Dandalunda, maimbanda, coquê


15/12/2022


Por Maria Luiza Busse, diretora de Cultura da ABI

Fotos: Ricardo Stuckert

A cantora baiana Margareth Menezes aceitou ser ministra da Cultura do governo que toma posse no dia 1º de janeiro de 2023. O ministério não existe. Foi extinto, transformado em secretaria para fins de destruir a Cultura plural e polifônica que é a sociedade brasileira, mesmo atropelada pela República militarizada do Templo de Salomão instaurada no país em 2018 na esteira do golpe de 2016.

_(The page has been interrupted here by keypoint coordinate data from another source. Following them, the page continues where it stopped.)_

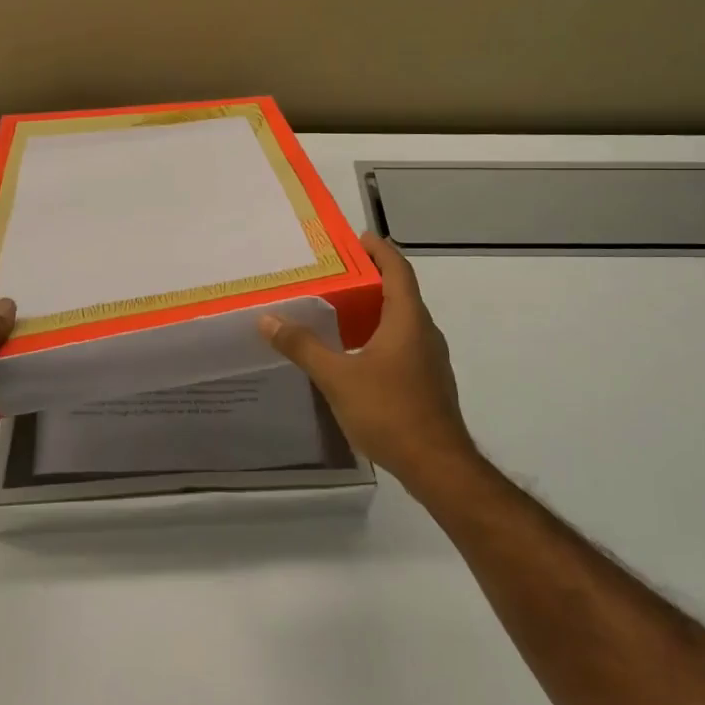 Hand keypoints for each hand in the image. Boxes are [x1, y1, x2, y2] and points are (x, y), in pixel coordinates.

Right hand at [258, 232, 482, 497]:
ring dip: (376, 310)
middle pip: (401, 293)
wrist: (437, 465)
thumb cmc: (389, 410)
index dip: (380, 250)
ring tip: (341, 311)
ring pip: (403, 321)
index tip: (358, 238)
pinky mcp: (429, 382)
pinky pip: (404, 344)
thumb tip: (268, 319)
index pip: (398, 269)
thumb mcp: (337, 377)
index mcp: (408, 320)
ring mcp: (431, 359)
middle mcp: (425, 332)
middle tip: (337, 274)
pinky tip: (357, 354)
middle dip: (372, 279)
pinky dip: (381, 336)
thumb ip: (303, 346) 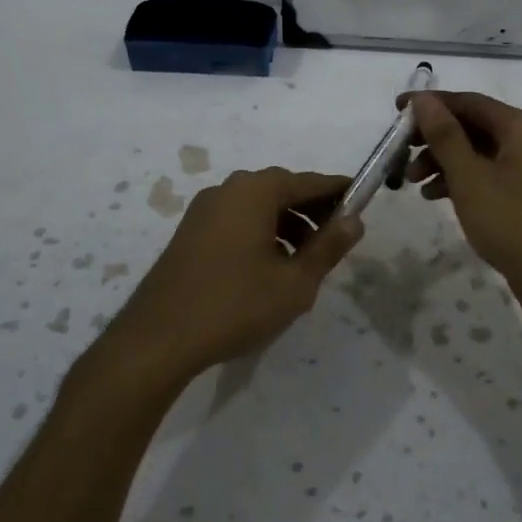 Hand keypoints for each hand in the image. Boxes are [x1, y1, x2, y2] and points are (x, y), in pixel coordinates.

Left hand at [109, 168, 363, 378]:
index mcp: (255, 191)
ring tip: (306, 260)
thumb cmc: (235, 305)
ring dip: (287, 224)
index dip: (340, 192)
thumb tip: (354, 220)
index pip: (310, 182)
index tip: (363, 203)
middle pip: (282, 190)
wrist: (158, 339)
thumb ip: (328, 247)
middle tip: (337, 238)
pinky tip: (270, 268)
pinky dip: (261, 233)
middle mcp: (228, 189)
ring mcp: (204, 210)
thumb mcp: (295, 282)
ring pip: (259, 207)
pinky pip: (237, 221)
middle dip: (313, 210)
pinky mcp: (190, 232)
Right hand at [404, 92, 521, 314]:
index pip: (469, 102)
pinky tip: (435, 198)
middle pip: (474, 126)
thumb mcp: (471, 178)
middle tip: (400, 154)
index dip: (431, 104)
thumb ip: (445, 136)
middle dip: (434, 138)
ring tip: (412, 183)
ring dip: (443, 162)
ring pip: (478, 154)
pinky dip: (461, 182)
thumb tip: (422, 99)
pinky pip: (487, 177)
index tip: (396, 111)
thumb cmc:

Confirmada, o primeiro ato de Margareth será fazer Cultura, ato literal porque terá que fazer ressurgir da ausência institucional o órgão que tem a função de ouvir, dialogar e ser parceiro do mundo da arte em todas as suas dimensões. “Cultura é a capacidade de fazer surgir o que está ausente”, definiu com precisão e sensibilidade política a emérita professora de muitas gerações que com ela aprenderam a pensar.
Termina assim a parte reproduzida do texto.